As a way to combat those FIFA players that play the game like relentless, goal scoring terminators, FIFA 12’s online helpings require you to use this new defending gubbins. And do you know what? It makes the online experience far more enjoyable.
Indeed, I’ve spent most of this review complaining about FIFA 12 but online is where it really hits its stride. The changes feel organic here and it creates a level playing field for the time being, well before folk find exploits again.
Best of the new features is the head-to-head league system. You start in the bottom division and have ten games to play against opponents of a similar ability/star rating (you start with a half star rating). Win enough points and you’ll be promoted to the league above, but fail to do so the following season and you could be relegated. It gives your online play more purpose and taps into that deep-seated competitive streak that will see you plugging away for weeks in a quest to reach the top.
Above: Crosses into the box are even deadlier than last year
Another much needed tweak in FIFA 12 is the ability to change formation, tactics and players of your chosen team before you even connect to your opponent. This sees an end to the 35 second panics and inevitably leaving your best player on the bench by accident.
Offline multiplayer is still the business, and reigns supreme at lunchtimes here at GR Towers. It’s all about that human factor and the mistakes people can make that creates such a perfect multiplayer experience and more importantly translates superbly from what you’d see in the Premier League each week.
From long range pile drivers from the likes of Cristiano Ronaldo that bring you out of your seat to last ditch murder tackles that are an insta-red but maybe preserve your fragile 1-0 lead because your opposition can’t take free-kicks properly, it’s all here. And with the precision dribbling coming into play, you can now have some real fun jinking past your players with the likes of Messi and Nani. If I were rating it solely on multiplayer it would be a 10, no doubts. But I’m not, and unfortunately there are still faults hungover from past FIFAs.

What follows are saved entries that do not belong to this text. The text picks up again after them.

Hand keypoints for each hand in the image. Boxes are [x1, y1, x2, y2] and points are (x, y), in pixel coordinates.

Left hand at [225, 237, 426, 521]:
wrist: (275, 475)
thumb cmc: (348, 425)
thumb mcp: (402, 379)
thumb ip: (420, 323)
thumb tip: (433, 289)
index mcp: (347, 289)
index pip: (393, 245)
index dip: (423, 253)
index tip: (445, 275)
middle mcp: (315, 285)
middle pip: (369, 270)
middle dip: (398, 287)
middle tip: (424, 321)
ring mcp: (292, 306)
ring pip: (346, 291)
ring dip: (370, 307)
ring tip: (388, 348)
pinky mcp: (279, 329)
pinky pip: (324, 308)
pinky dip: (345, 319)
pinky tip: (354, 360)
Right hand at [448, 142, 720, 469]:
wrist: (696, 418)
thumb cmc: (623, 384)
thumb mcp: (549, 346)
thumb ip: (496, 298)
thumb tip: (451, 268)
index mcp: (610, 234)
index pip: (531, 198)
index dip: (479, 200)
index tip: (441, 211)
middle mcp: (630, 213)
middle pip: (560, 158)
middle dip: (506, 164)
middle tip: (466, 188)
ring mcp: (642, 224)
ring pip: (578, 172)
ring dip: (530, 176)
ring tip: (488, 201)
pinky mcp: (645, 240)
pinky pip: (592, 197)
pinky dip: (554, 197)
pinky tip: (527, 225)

Back to the solo play, and the career mode has had a cosmetic overhaul. You now have news stories about transfers and injuries that pop up in the main career hub. Players will now come to you with problems like not getting enough game time or that they’re thinking of retiring (*Sniff* goodbye, Giggsy) and there’s a greater emphasis on rotating your squad due to multiple injuries, including off the ball sprains, so it feels a bit more like being a manager. There’s even a Transfer Deadline Day bit where a running total is present on screen of how much has been spent in panic buys. Sadly, it’s lacking depth.

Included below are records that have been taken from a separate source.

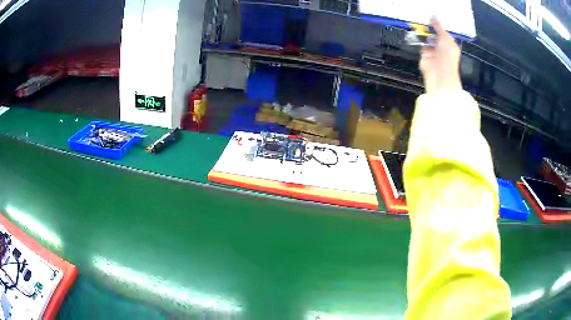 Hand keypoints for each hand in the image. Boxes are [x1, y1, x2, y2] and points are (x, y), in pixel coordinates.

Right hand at [419, 18, 461, 93]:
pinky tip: (421, 41)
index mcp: (450, 45)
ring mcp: (433, 52)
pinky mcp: (425, 56)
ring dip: (425, 36)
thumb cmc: (447, 57)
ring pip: (427, 40)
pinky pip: (422, 47)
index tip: (432, 19)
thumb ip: (438, 27)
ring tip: (422, 30)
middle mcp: (442, 48)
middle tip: (425, 22)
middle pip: (434, 35)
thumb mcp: (445, 38)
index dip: (438, 26)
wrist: (440, 74)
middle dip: (430, 30)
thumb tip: (433, 17)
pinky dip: (421, 45)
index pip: (444, 33) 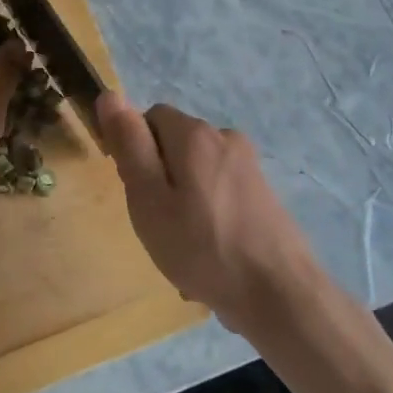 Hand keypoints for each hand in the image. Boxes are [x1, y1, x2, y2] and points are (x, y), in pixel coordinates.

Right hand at [97, 93, 319, 335]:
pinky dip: (210, 218)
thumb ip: (129, 145)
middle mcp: (225, 137)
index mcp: (194, 133)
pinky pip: (220, 195)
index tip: (139, 193)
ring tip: (185, 251)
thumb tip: (110, 95)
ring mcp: (249, 166)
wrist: (282, 296)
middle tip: (159, 226)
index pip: (149, 118)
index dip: (136, 152)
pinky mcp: (264, 194)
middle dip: (161, 179)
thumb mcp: (149, 198)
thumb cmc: (203, 247)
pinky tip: (212, 257)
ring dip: (184, 203)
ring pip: (197, 173)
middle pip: (175, 146)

Above: Oddly enough, David Silva, arguably City's best player, always ends up leaving
The news stories quickly become repetitive and the infamous Inbox of dull e-mails still exists to let you know about such things as fixture changes and injuries. The hub is less than inspiring and lacks the excitement of say Madden, NHL or even NBA 2K. It’s just a series of menus to flick through and although the loading times have been taken down a jot, simulating the days to the next match is still lumbering. I found myself checking real-life e-mails and playing iPhone games in-between these bits.

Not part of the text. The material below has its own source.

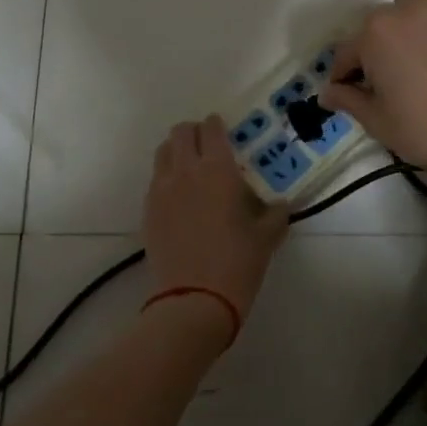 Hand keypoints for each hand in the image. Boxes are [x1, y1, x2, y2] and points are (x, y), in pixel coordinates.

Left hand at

Pro tip: You can only enter negotiations with a potential signing a few times each transfer window. This little 'gem' only came to light after I tried to sign Sneijder for United for slightly less than the asking fee only to be told by the game that I couldn't try for him again yet. He signed for Man City two minutes later.
I’m constantly surprised by the lack of fan service in the career mode from FIFA. I know I’ve been spoilt by Football Manager’s unparalleled depths, but if Sports Interactive can make spreadsheets seem fun then surely EA can. Surely, it must be priority #1 for FIFA 13.